- Texte visé : Proposition de loi visant à modifier la définition pénale du viol et des agressions sexuelles, n° 842
- Stade de lecture : 1ère lecture (1ère assemblée saisie)
- Examiné par : Commission des lois constitutionnelles, de la législation et de l'administration générale de la République
Supprimer cet article.
Cet amendement vise à supprimer l’article unique de la présente proposition de loi, dont l’objectif principal est de redéfinir l’infraction criminelle de viol sous le prisme du consentement.
L’introduction de la notion de consentement est problématique à plusieurs égards.
Tout d’abord, cette notion elle-même est sujette à controverse. Son introduction remet en cause la tradition historique du droit pénal français qui définit le viol de manière objective en mettant l’accent sur quatre éléments constitutifs de l’acte reproché à l’auteur présumé. En intégrant la notion de consentement, une approche subjective axée sur la liberté individuelle est introduite dans la loi. Cette évolution tend à placer la victime et l’agresseur sur un même plan, en laissant entendre que c’est l’attitude de la victime, traduisant son consentement ou son absence de consentement, qui permettra de qualifier le viol.
L’introduction de cette notion vient également nier la réalité du viol ou des agressions sexuelles qui sont le fruit d’un processus criminel de l’agresseur. L’auteur doit être remis au centre du viol.
De plus, la notion de consentement relève du droit civil et demeure floue, polysémique, et sujette à interprétation. Un simple « oui » ne suffit pas toujours à établir un consentement réel : un « oui » extorqué sous la contrainte, la peur ou la sidération ne saurait être assimilé à un accord libre et éclairé. Par ailleurs, même en l’absence de contrainte manifeste, le consentement peut masquer une forme d’acceptation tacite d’une domination. Dans le cadre du BDSM ou de la prostitution, des individus, dans l’immense majorité des femmes, peuvent consentir à des actes dégradants, mais cela ne signifie pas que ces pratiques doivent être légitimées ou considérées comme acceptables par la loi. Certains actes restent inadmissibles, y compris lorsque les intéressés y consentent.
Comme l’a rappelé le Conseil d’État dans son avis, le droit pénal français permet aujourd’hui de juger l’ensemble des circonstances de viol. La jurisprudence a su progressivement intégrer des situations telles que l’abus d’autorité, l’état d’inconscience, la sidération ou l’emprise de la victime en s’appuyant sur les critères de « menace » et de « contrainte » pour qualifier l’infraction. Le Conseil d’État rappelle ainsi que « la jurisprudence retient, sur le fondement de la surprise ou de la contrainte, des agissements qui relèvent par exemple de l’exploitation de situations d’emprise ou de sidération, ou encore de l’emploi de stratagèmes conduisant à vicier le consentement préalablement donné ».

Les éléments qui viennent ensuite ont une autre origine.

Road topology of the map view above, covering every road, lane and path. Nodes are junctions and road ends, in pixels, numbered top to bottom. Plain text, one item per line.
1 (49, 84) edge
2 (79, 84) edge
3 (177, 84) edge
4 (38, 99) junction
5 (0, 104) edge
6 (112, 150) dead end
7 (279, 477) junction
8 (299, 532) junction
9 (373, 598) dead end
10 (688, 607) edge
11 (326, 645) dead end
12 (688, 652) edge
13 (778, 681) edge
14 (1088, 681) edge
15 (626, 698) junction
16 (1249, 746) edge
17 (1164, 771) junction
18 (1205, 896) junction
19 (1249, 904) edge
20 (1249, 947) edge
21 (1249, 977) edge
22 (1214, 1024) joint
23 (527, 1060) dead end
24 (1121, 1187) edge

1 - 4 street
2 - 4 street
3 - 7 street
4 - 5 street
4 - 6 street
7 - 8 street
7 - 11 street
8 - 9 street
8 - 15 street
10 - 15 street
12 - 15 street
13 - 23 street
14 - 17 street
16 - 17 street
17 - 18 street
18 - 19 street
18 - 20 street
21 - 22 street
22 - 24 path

L’argument selon lequel cette proposition de loi permettrait de mettre la France en conformité avec ses engagements internationaux ne résiste pas à l’analyse. Le Conseil d’État estime que la définition actuelle de l’agression sexuelle, telle qu’interprétée par la jurisprudence, satisfait déjà aux exigences de la Convention d’Istanbul.
Enfin, l’examen des expériences étrangères montre que l’intégration du consentement dans la définition du viol n’a pas nécessairement conduit à une amélioration du traitement judiciaire des violences sexuelles. Au Canada, qui a introduit la notion de consentement dans sa législation en 1992, le taux de condamnations par rapport au nombre de plaintes n’est pas meilleur qu’en France. Au Royaume-Uni, la situation est même préoccupante : le nombre de condamnations a été divisé par deux et la notion de consentement, loin de protéger les victimes, se retourne contre elles, leur comportement étant scruté plus que jamais. En Suède, l’augmentation du nombre de condamnations depuis 2017 s’explique principalement par un élargissement de la définition du viol, qui était auparavant trop restrictive, ainsi que par l’introduction du « viol par négligence », une aberration législative. Le Conseil d’État est d’ailleurs sans équivoque : parmi la dizaine d’États membres de l’Union européenne ayant modifié leur législation depuis 2016, « il n’est pas possible de tirer des enseignements clairs ».
Pour toutes ces raisons, cet amendement propose la suppression de cet article, dont les implications juridiques présentent des risques majeurs. La modification envisagée introduirait une approche réductrice du crime de viol, en le considérant avant tout comme une question d’accord entre deux individus, au lieu de le reconnaître pour ce qu’il est : un acte de domination et de violence.